More patients with POMS have no new or newly enlarged (N or NE) T2 hyperintense lesions with dimethyl fumarate (DMF) treatment compared with interferon β-1a (IFNβ-1a) treatment, and the annual recurrence rate is lower than DMF, according to a study published online on September 28 at JAMA Open Network.

Patrick Vermeersch, MD, PhD, of the Lille University Hospital Center in France, and colleagues conducted an open-label, randomized, active-controlled clinical trial in patients with PMS between the ages of 10 and

The researchers found that among the 103 participants who completed the study, the proportion of patients without N or NE T2 hyperintense lesions at week 96 was 16.1 percent and 4.9 percent for DMF and IFNβ-1a, respectively; in a sensitivity analysis among the treatment-planned population, the proportions were 12.8 and 2.8 percent, respectively. The estimated proportion of patients who did not relapse was 66.2 and 52.3 percent, respectively, for DMF and IFNβ-1a at week 96. Adjusted annual recurrence rates were 0.24 and 0.53 for DMF and IFNβ-1a, respectively, at week 96; the rate ratio was 0.46 for DMF versus IFNβ-1a.
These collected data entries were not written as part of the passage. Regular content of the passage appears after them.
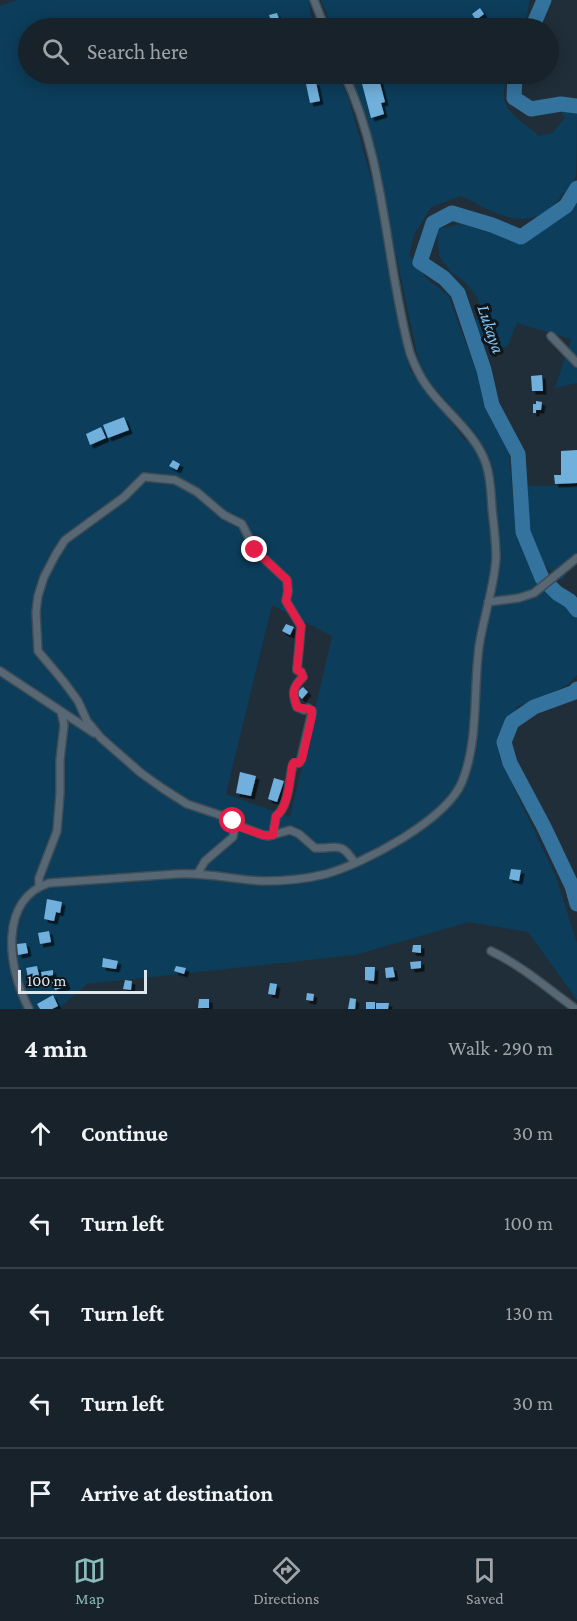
<!DOCTYPE html>
<meta charset="utf-8">
<style>
body{margin:0;font-family:"Crimson Pro",serif;background:#252f37;color:#f1f3f6}
.scale{position:absolute;left:18px;bottom:15px;width:129px;box-sizing:border-box;padding-left:6px;border:3px solid #dce6ed;border-top:0;font-size:16px;line-height:21px;white-space:nowrap;color:#dce6ed;-webkit-text-stroke:4px #0f161b;paint-order:stroke}
.stop{position:absolute;width:18px;height:18px;margin:-14px;border:4px solid #e11d48;border-radius:50%;background:#fff}
.stop.end{background:#e11d48;border-color:#fff;box-shadow:0 2px 6px #0008}
.list{margin:0;padding:0;list-style:none}
h2{display:flex;justify-content:space-between;align-items:center;height:78px;margin:0;padding:0 24px;font-size:26px}
h2 small{font-size:20px;font-weight:400;color:#9fa4a9}
.list li{display:grid;grid-template-columns:39px 1fr auto;gap:18px;align-items:center;box-sizing:border-box;height:90px;padding:0 24px;border-top:2px solid #363f47}
.list b{display:block;font-size:22px;white-space:nowrap}
.list em{font-size:20px;font-style:normal;color:#9fa4a9}
.icon{flex:none;width:33px;height:33px;fill:none;stroke:currentColor;stroke-width:2;stroke-linecap:round;stroke-linejoin:round}
.map{position:relative;flex:none;width:577px;height:1009px;overflow:hidden}
.search{position:absolute;background:#18222b;box-shadow:0 3px 15px #0003;left:18px;right:18px;top:18px;height:66px;display:flex;align-items:center;gap:15px;box-sizing:border-box;padding:0 21px;border-radius:33px;color:#9fa4a9;font-size:22px}
.sheet{height:528px;background:#18222b}
nav{display:flex;justify-content:space-around;align-items:center;box-sizing:border-box;height:84px;border-top:2px solid #363f47;background:#18222b;font-size:16px;color:#9fa4a9}
nav a{display:grid;justify-items:center;gap:3px}
nav .on{color:#8bbbb9}
.map>svg:first-child{display:block}
.green{fill:#0c3d5a;fill-rule:evenodd}
.lines{fill:none;stroke-linecap:round;stroke-linejoin:round}
.river{stroke:#33739d;stroke-width:15}
.building{fill:#71b0dd;filter:url(#shadow)}
.minor-casing{stroke:#3f4c55;stroke-width:10}
.minor{stroke:#576773;stroke-width:7}
.route{stroke:#e11d48;stroke-width:8}
.labels{text-anchor:middle;dominant-baseline:central;stroke-width:6;stroke-linejoin:round;paint-order:stroke}
.water-label{font-size:18px;font-style:italic;fill:#83c8f8;stroke:#0f161b}
</style>
<div class="map">
<svg width="577" height="1009" viewBox="0 0 577 1009">
<defs>
<filter id="shadow"><feDropShadow dx="3.5" dy="3.5" stdDeviation="0" flood-color="#0009"/></filter>
</defs>
<rect width="100%" height="100%" fill="#202e39"/>
<path class="green" d="M18 0H309L311 15 317 28H28V74H337L348 97 378 201 410 370 465 440 473 431 421 373 378 170 349 74H508C507 80 503 91 504 98 507 116 527 124 539 136L552 133 565 118 562 113 565 108 577 111C577 123 577 167 576 175 573 183 565 191 560 198 529 237 496 213 461 196L431 207 414 235 409 255 427 279 449 296 460 329 476 366 491 421 500 427 509 454 514 509 529 564 537 581 577 618V675L567 685 542 698 518 706 502 730 499 756 556 877 577 943V1000L528 932 469 922 355 955 87 984 58 1009H0V6ZM272 605 332 636 290 817 226 794Z
M321 0H530L524 28H332Z
M577 201V383L555 388 571 339 517 323 508 346 496 350C476 339 469 331 481 309L477 297 465 282 452 273 439 256 437 229 462 224 519 241 532 236 575 205Z
M577 485V557L562 581C526 551 528 530 528 486Z"/>
<g class="lines">
<path class="river" d="M532 28 544 0
M515 74 514 98 531 109 561 104 577 106
M577 188 566 206 521 237 492 225 452 213 433 223 420 262 444 278 458 293 484 370 492 405 518 454 523 532 542 578 557 593 570 601 577 610
M577 689 575 692 534 707 512 722 504 742 510 763 544 827 572 886 577 904"/>
</g>
<path class="building" d="M480 8 484 14 476 20 472 14Z
M277 13 281 25 273 27 269 15Z
M378 75 385 102 381 103 384 114 371 118 361 80Z
M316 82 320 101 310 103 306 84Z
M542 375 543 391H532L531 376Z
M536 401 542 402 541 410H536V413H533V404H536Z
M124 417 129 430 108 438 103 425Z
M101 427 106 438 90 445 86 434Z
M577 450V483L555 484 554 475H561V451Z
M173 460 180 464 177 470 169 466Z
M286 624 294 627 290 635 282 631Z
M303 687 308 692 302 699 296 693Z
M240 772 256 776 251 796 236 793Z
M274 778 284 781 277 802 268 799Z
M511 869 521 870 519 881 509 879Z
M47 899 62 902 60 913 56 912 54 921 44 919Z
M49 931 51 942 40 944 38 933Z
M26 943 28 953 18 955 17 944Z
M413 945H421V953L412 952Z
M103 958 118 961 116 969 102 967Z
M421 961V968L411 969 410 962Z
M37 966 40 980 29 982 26 968Z
M176 966 186 968 184 974 174 971Z
M365 967H375L374 981 365 980Z
M393 967 395 977 386 978 385 968Z
M53 970V975L42 977 41 972Z
M64 978 67 986 55 990 52 982Z
M125 980 132 981 131 990 123 989Z
M270 983 277 984 275 995 268 994Z
M307 993 314 994 313 1001 306 1000Z
M53 995 58 1006 52 1009H40L37 1004Z
M350 998 356 999 355 1009H348Z
M199 999H209V1008H198Z
M366 1002H375V1009H366Z
M376 1003H389L388 1009H376Z"/>
<g class="lines">
<defs>
<path id="minor" d="M314 0 325 28
M551 336 577 363
M488 602 519 598 534 593 577 558
M0 671 94 733
M234 824 263 835 269 836 290 830 299 834 315 848C338 849 340 840 355 863
M198 873 205 861 233 837 235 827 229 818 187 804 162 788 141 773 101 738 87 721 78 701 64 682 38 651 36 612 38 596 44 577 56 554 65 540 124 497 144 477 175 480 197 492 224 515 242 524 255 550 287 580 288 591 286 601 301 626 297 670 301 672 303 677C292 688 292 693 297 707L304 710 308 708 312 712 301 759 299 763 293 764C289 778 289 807 276 816L273 835
M39 885V878L57 831 60 793V760L64 725 61 712
M491 951C522 966 547 988 576 1009
M29 1009C6 965 0 899 49 883L177 874C206 872 234 880 263 881 283 881 306 879 326 874 365 863 446 820 462 782 479 740 473 692 479 647 483 618 494 589 496 558 496 542 494 526 492 509 491 494 491 478 486 464 476 433 444 411 426 385 419 375 414 364 410 353 385 261 386 161 344 74"/>
</defs>
<use href="#minor" class="minor-casing"/>
<use href="#minor" class="minor"/>
</g>
<g class="lines">
<path class="route" d="M233 821 234 825 263 835H273L276 816C288 808 290 780 292 766L294 762 299 763 302 759 312 716V710L297 707C292 693 292 688 303 677L301 672 297 670 301 626 286 601 288 591 287 580 255 550"/>
</g>
<g class="labels">
<g class="water-label">
<text transform="translate(491 329) rotate(71)">Lukaya</text>
</g>
</g>
</svg>
<div class="scale">100 m</div>
<div class="stop" style="left:233px;top:821px"></div>
<div class="stop end" style="left:255px;top:550px"></div>
<div class="search"><svg class="icon" aria-label="search" viewBox="0 0 24 24"><circle cx="10" cy="10" r="6"/><path d="M15 15l6 6"/></svg>Search here</div>
</div>
<section class="sheet">
<h2>4 min<small>Walk · 290 m</small></h2>
<ul class="list">
<li><svg class="icon" aria-label="ahead" viewBox="0 0 24 24"><path d="M12 20V5M6 11l6-6 6 6"/></svg><div><b>Continue</b></div><em>30 m</em></li>
<li><svg class="icon" aria-label="left" viewBox="0 0 24 24"><path d="M17 20v-9H6M10 6l-5 5 5 5"/></svg><div><b>Turn left</b></div><em>100 m</em></li>
<li><svg class="icon" aria-label="left" viewBox="0 0 24 24"><path d="M17 20v-9H6M10 6l-5 5 5 5"/></svg><div><b>Turn left</b></div><em>130 m</em></li>
<li><svg class="icon" aria-label="left" viewBox="0 0 24 24"><path d="M17 20v-9H6M10 6l-5 5 5 5"/></svg><div><b>Turn left</b></div><em>30 m</em></li>
<li><svg class="icon" aria-label="arrive" viewBox="0 0 24 24"><path d="M6 21V4h12l-3 4 3 4H6"/></svg><div><b>Arrive at destination</b></div></li>
</ul>
</section>
<nav>
<a class="on"><svg class="icon" aria-label="map" viewBox="0 0 24 24"><path d="M3 6l6-2 6 2 6-2v14l-6 2-6-2-6 2zM9 4v14M15 6v14"/></svg>Map</a>
<a><svg class="icon" aria-label="directions" viewBox="0 0 24 24"><path d="M12 3l9 9-9 9-9-9zM9 14v-3h6M13 9l2 2-2 2"/></svg>Directions</a>
<a><svg class="icon" aria-label="saved" viewBox="0 0 24 24"><path d="M7 4h10v16l-5-4-5 4z"/></svg>Saved</a>
</nav>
“The CONNECT randomized clinical trial showed that DMF resulted in significant improvements in radiographic and clinical outcomes in patients with POMS, with a positive benefit-risk ratio,” the authors wrote.

Several authors have disclosed financial ties to biopharmaceutical companies, including Biogen, which manufactures dimethyl fumarate and funded the lawsuit.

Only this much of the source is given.